*** Task material ***
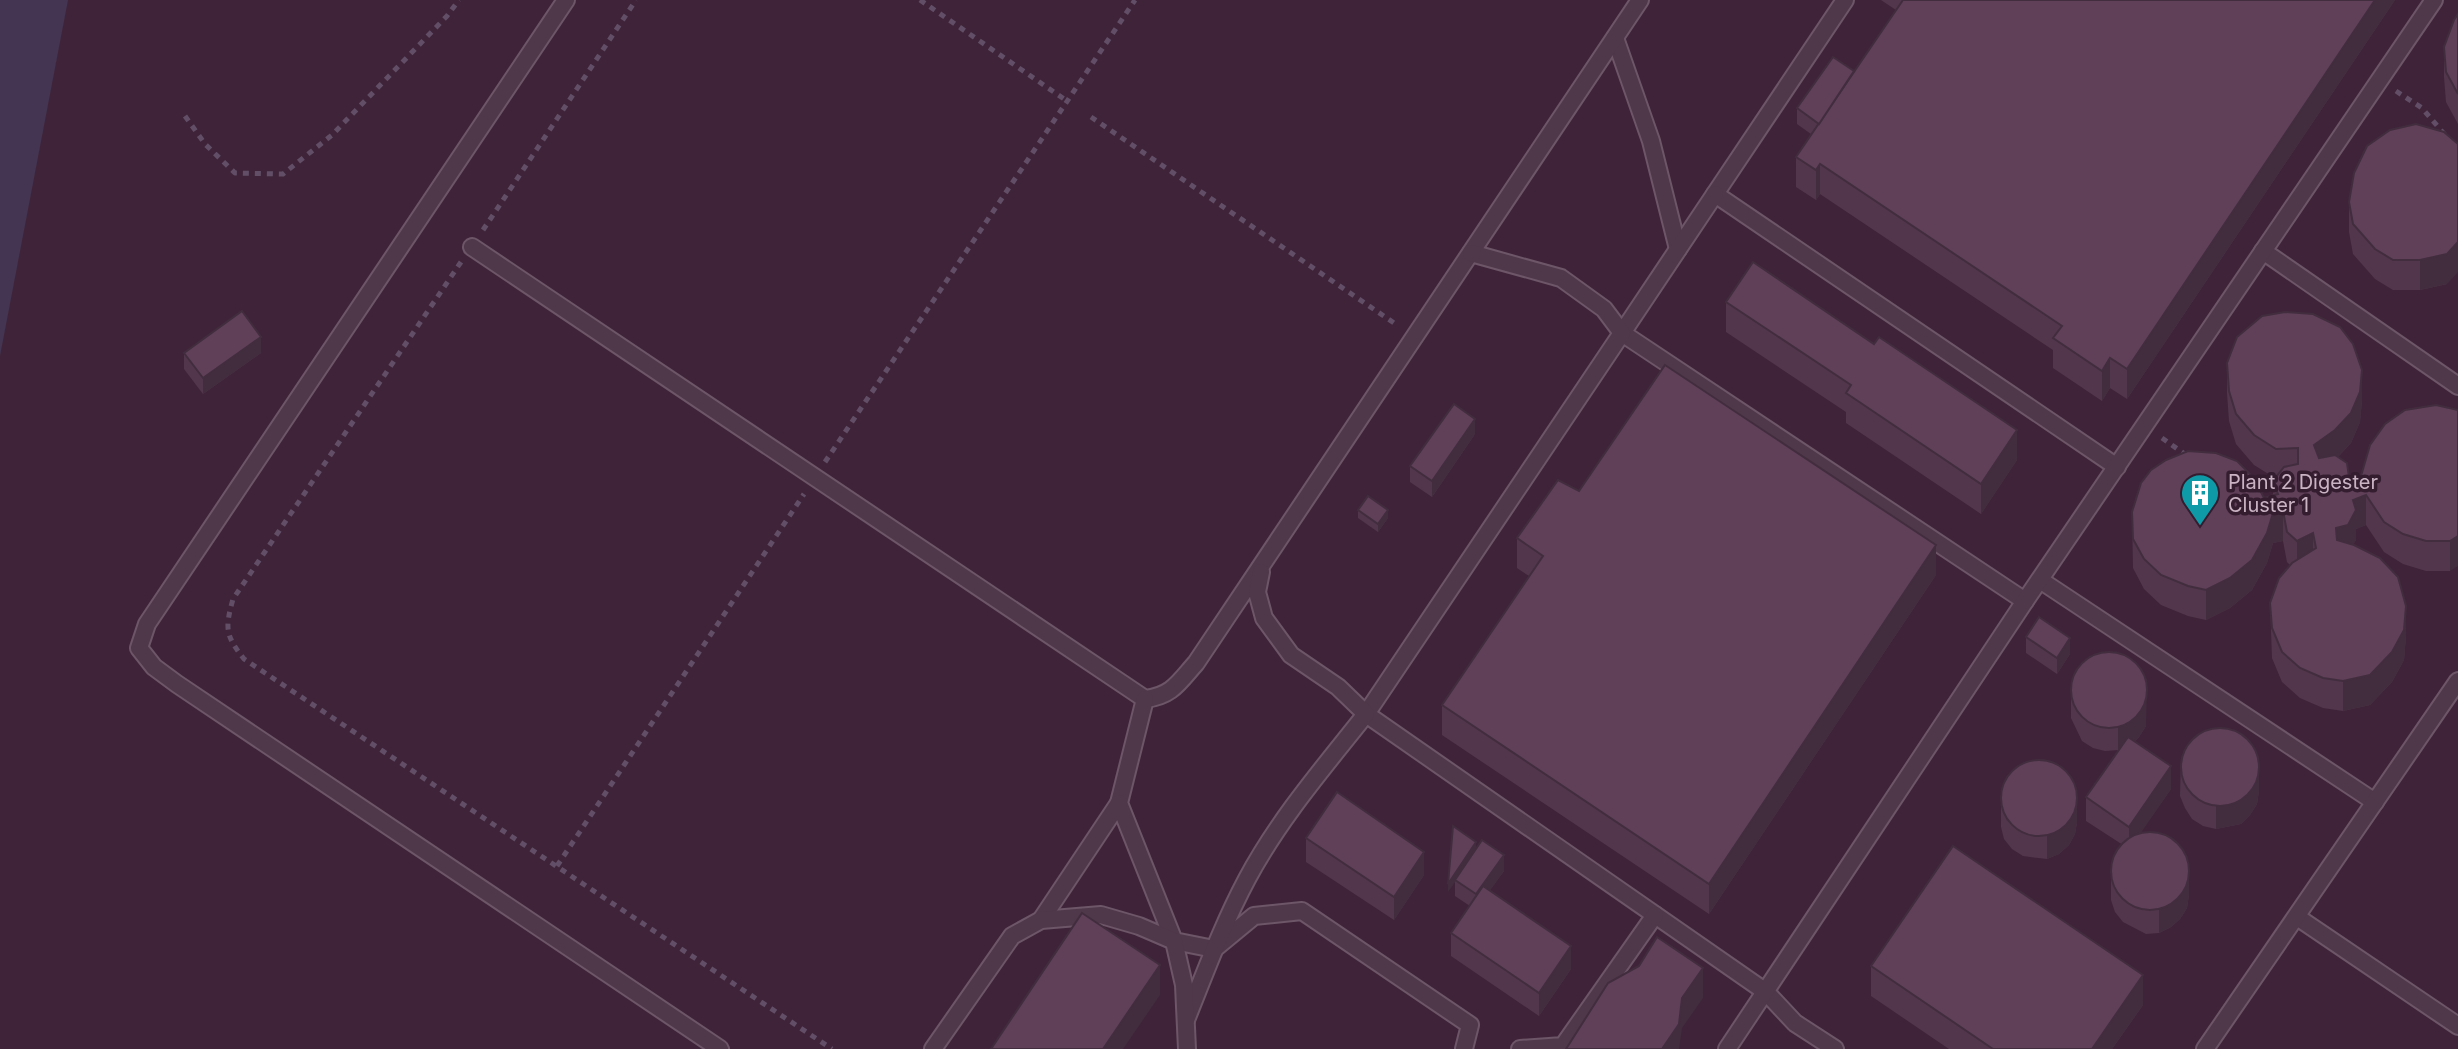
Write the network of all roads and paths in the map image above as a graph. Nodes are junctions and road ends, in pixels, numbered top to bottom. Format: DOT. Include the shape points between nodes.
graph roads {
  1 [pos="459,0"];
  2 [pos="566,0"];
  3 [pos="636,0"];
  4 [pos="920,0"];
  5 [pos="1135,0"];
  6 [pos="1640,0"];
  7 [pos="1845,0"];
  8 [pos="2434,0"];
  9 [pos="1615,38"];
  10 [pos="2379,80"];
  11 [pos="1067,101"];
  12 [pos="185,116"];
  13 [pos="1091,117"];
  14 [pos="2450,139"];
  15 [pos="1715,194"];
  16 [pos="472,247"];
  17 [pos="1678,249"];
  18 [pos="2263,251"];
  19 [pos="1471,253"];
  20 [pos="1622,333"];
  21 [pos="1415,337"];
  22 [pos="2458,386"];
  23 [pos="2145,426"];
  24 [pos="2199,458"];
  25 [pos="2117,467"];
  26 [pos="815,478"];
  27 [pos="1263,564"];
  28 [pos="2040,580"];
  29 [pos="2025,601"];
  30 [pos="2458,681"];
  31 [pos="1145,699"];
  32 [pos="1366,714"];
  33 [pos="2375,802"];
  34 [pos="1119,803"];
  35 [pos="557,866"];
  36 [pos="1655,915"];
  37 [pos="2297,917"];
  38 [pos="1041,920"];
  39 [pos="1174,941"];
  40 [pos="1214,949"];
  41 [pos="1766,992"];
  42 [pos="1186,1020"];
  43 [pos="2458,1026"];
  44 [pos="720,1049"];
  45 [pos="832,1049"];
  46 [pos="933,1049"];
  47 [pos="1187,1049"];
  48 [pos="1464,1049"];
  49 [pos="1520,1049"];
  50 [pos="1727,1049"];
  51 [pos="1835,1049"];
  52 [pos="2205,1049"];
  1 -- 12 [label="path" via="332,135 283,174 235,173"];
  2 -- 44 [label="lane" via="147,624 139,648 177,684"];
  3 -- 16 [label="path"];
  4 -- 11 [label="path"];
  5 -- 11 [label="path"];
  6 -- 9 [label="lane"];
  7 -- 15 [label="lane"];
  8 -- 10 [label="lane"];
  9 -- 17 [label="lane" via="1651,141"];
  9 -- 19 [label="lane"];
  10 -- 14 [label="path" via="2422,108"];
  10 -- 18 [label="lane"];
  11 -- 26 [label="path"];
  13 -- 21 [label="path"];
  15 -- 17 [label="lane"];
  15 -- 25 [label="lane"];
  16 -- 26 [label="lane"];
  16 -- 35 [label="path" via="233,599 226,624 231,643 244,659"];
  17 -- 20 [label="lane"];
  18 -- 22 [label="lane"];
  18 -- 23 [label="lane"];
  19 -- 20 [label="lane" via="1561,278 1604,309"];
  19 -- 21 [label="lane"];
  20 -- 29 [label="lane"];
  20 -- 32 [label="lane"];
  21 -- 27 [label="lane"];
  23 -- 24 [label="path" via="2187,456"];
  23 -- 25 [label="lane"];
  25 -- 28 [label="lane"];
  26 -- 31 [label="lane"];
  26 -- 35 [label="path"];
  27 -- 31 [label="lane" via="1189,671 1162,697"];
  27 -- 32 [label="lane" via="1257,592 1264,618 1291,655"];
  28 -- 29 [label="lane"];
  28 -- 33 [label="lane"];
  29 -- 41 [label="lane"];
  30 -- 33 [label="lane"];
  31 -- 34 [label="lane"];
  32 -- 36 [label="lane"];
  32 -- 40 [label="lane" via="1293,806 1248,878"];
  33 -- 37 [label="lane"];
  34 -- 38 [label="lane"];
  34 -- 39 [label="lane"];
  35 -- 45 [label="path"];
  36 -- 41 [label="lane"];
  36 -- 49 [label="lane" via="1563,1046"];
  37 -- 43 [label="lane"];
  37 -- 52 [label="lane"];
  38 -- 39 [label="lane" via="1101,915"];
  38 -- 46 [label="lane" via="1012,936"];
  39 -- 40 [label="lane"];
  39 -- 42 [label="lane"];
  40 -- 42 [label="lane"];
  40 -- 48 [label="lane" via="1254,916 1302,911 1470,1025"];
  41 -- 50 [label="lane"];
  41 -- 51 [label="lane" via="1795,1023"];
  42 -- 47 [label="lane"];
}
*** End of Task material ***
| What the exercise asks |
The records above are to be transcribed word for word. Skip the images.

| Solution below |
Write the network of all roads and paths in the map image above as a graph. Nodes are junctions and road ends, in pixels, numbered top to bottom. Format: DOT. Include the shape points between nodes.
graph roads {
  1 [pos="459,0"];
  2 [pos="566,0"];
  3 [pos="636,0"];
  4 [pos="920,0"];
  5 [pos="1135,0"];
  6 [pos="1640,0"];
  7 [pos="1845,0"];
  8 [pos="2434,0"];
  9 [pos="1615,38"];
  10 [pos="2379,80"];
  11 [pos="1067,101"];
  12 [pos="185,116"];
  13 [pos="1091,117"];
  14 [pos="2450,139"];
  15 [pos="1715,194"];
  16 [pos="472,247"];
  17 [pos="1678,249"];
  18 [pos="2263,251"];
  19 [pos="1471,253"];
  20 [pos="1622,333"];
  21 [pos="1415,337"];
  22 [pos="2458,386"];
  23 [pos="2145,426"];
  24 [pos="2199,458"];
  25 [pos="2117,467"];
  26 [pos="815,478"];
  27 [pos="1263,564"];
  28 [pos="2040,580"];
  29 [pos="2025,601"];
  30 [pos="2458,681"];
  31 [pos="1145,699"];
  32 [pos="1366,714"];
  33 [pos="2375,802"];
  34 [pos="1119,803"];
  35 [pos="557,866"];
  36 [pos="1655,915"];
  37 [pos="2297,917"];
  38 [pos="1041,920"];
  39 [pos="1174,941"];
  40 [pos="1214,949"];
  41 [pos="1766,992"];
  42 [pos="1186,1020"];
  43 [pos="2458,1026"];
  44 [pos="720,1049"];
  45 [pos="832,1049"];
  46 [pos="933,1049"];
  47 [pos="1187,1049"];
  48 [pos="1464,1049"];
  49 [pos="1520,1049"];
  50 [pos="1727,1049"];
  51 [pos="1835,1049"];
  52 [pos="2205,1049"];
  1 -- 12 [label="path" via="332,135 283,174 235,173"];
  2 -- 44 [label="lane" via="147,624 139,648 177,684"];
  3 -- 16 [label="path"];
  4 -- 11 [label="path"];
  5 -- 11 [label="path"];
  6 -- 9 [label="lane"];
  7 -- 15 [label="lane"];
  8 -- 10 [label="lane"];
  9 -- 17 [label="lane" via="1651,141"];
  9 -- 19 [label="lane"];
  10 -- 14 [label="path" via="2422,108"];
  10 -- 18 [label="lane"];
  11 -- 26 [label="path"];
  13 -- 21 [label="path"];
  15 -- 17 [label="lane"];
  15 -- 25 [label="lane"];
  16 -- 26 [label="lane"];
  16 -- 35 [label="path" via="233,599 226,624 231,643 244,659"];
  17 -- 20 [label="lane"];
  18 -- 22 [label="lane"];
  18 -- 23 [label="lane"];
  19 -- 20 [label="lane" via="1561,278 1604,309"];
  19 -- 21 [label="lane"];
  20 -- 29 [label="lane"];
  20 -- 32 [label="lane"];
  21 -- 27 [label="lane"];
  23 -- 24 [label="path" via="2187,456"];
  23 -- 25 [label="lane"];
  25 -- 28 [label="lane"];
  26 -- 31 [label="lane"];
  26 -- 35 [label="path"];
  27 -- 31 [label="lane" via="1189,671 1162,697"];
  27 -- 32 [label="lane" via="1257,592 1264,618 1291,655"];
  28 -- 29 [label="lane"];
  28 -- 33 [label="lane"];
  29 -- 41 [label="lane"];
  30 -- 33 [label="lane"];
  31 -- 34 [label="lane"];
  32 -- 36 [label="lane"];
  32 -- 40 [label="lane" via="1293,806 1248,878"];
  33 -- 37 [label="lane"];
  34 -- 38 [label="lane"];
  34 -- 39 [label="lane"];
  35 -- 45 [label="path"];
  36 -- 41 [label="lane"];
  36 -- 49 [label="lane" via="1563,1046"];
  37 -- 43 [label="lane"];
  37 -- 52 [label="lane"];
  38 -- 39 [label="lane" via="1101,915"];
  38 -- 46 [label="lane" via="1012,936"];
  39 -- 40 [label="lane"];
  39 -- 42 [label="lane"];
  40 -- 42 [label="lane"];
  40 -- 48 [label="lane" via="1254,916 1302,911 1470,1025"];
  41 -- 50 [label="lane"];
  41 -- 51 [label="lane" via="1795,1023"];
  42 -- 47 [label="lane"];
}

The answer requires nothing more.